# LOOKING FOR LITERATE RP GROUP



## Trix Greene (Jan 5, 2019)

Heyo, my name is Trix! Pleased to meet all of you!

I am currently looking for a furry RP group that is Literate, and located on either Discord or Telegram, I'm not looking for any other apps or sites because these are what I'm used to.

I've been roleplaying for quite some time, I've done D&D, LARP, long furry rp's, and much more.

The roleplay can be a SFW or NSFW RP, but if it's NSFW I don't want it to be the focus of the story. It can be slice of life, like a city rp, a murder mystery, a medival adventure, honestly I'm up for anything really! As long as it's literate.  What I'm most looking for though is a place that works around my schedule so I can post at any time without having to worry I missed an entire event.

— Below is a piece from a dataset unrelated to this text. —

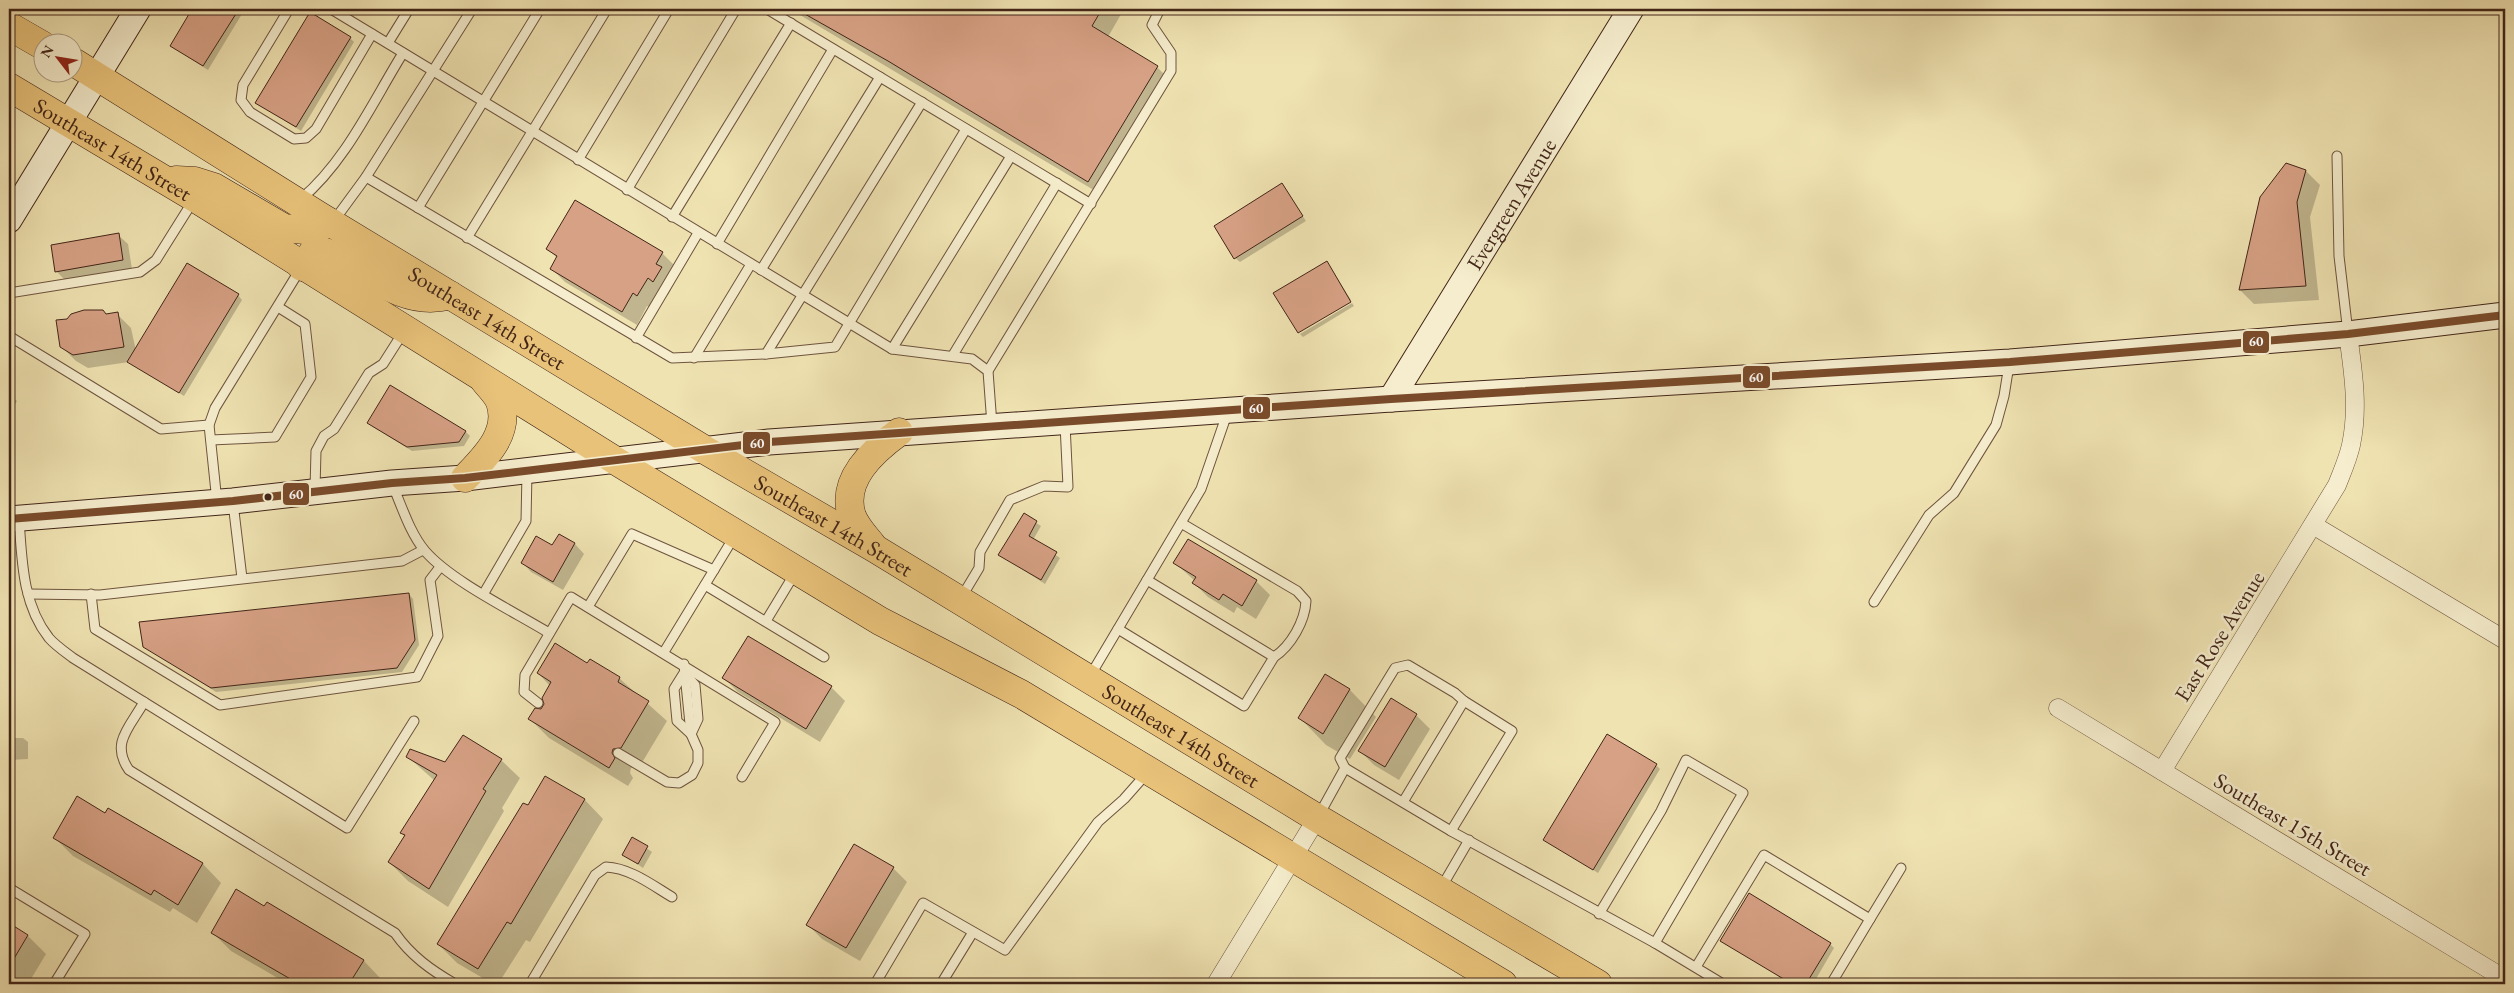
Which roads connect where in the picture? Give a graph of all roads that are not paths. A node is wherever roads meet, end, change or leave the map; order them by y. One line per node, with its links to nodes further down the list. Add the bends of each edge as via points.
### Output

If there's anyone out there who thinks they have an roleplay I'd be interested in then please respond to this. Thanks a ton for taking your time out of your day to read this!

-Trix Greene


----------



## PercyD (Jan 6, 2019)

Hello Trix!
I have a new discord group for writers and rpers I'm working on. It sounds like we might have a lot of things you are looking for.
If you're interested, we can discuss via DM? c:


----------



## reid minnich (Jan 18, 2019)

Trix Greene said:


> Heyo, my name is Trix! Pleased to meet all of you!
> 
> I am currently looking for a furry RP group that is Literate, and located on either Discord or Telegram, I'm not looking for any other apps or sites because these are what I'm used to.
> 
> ...


Hi Trix. I have a furry space adventure that is quite nice. PM if still interested.


----------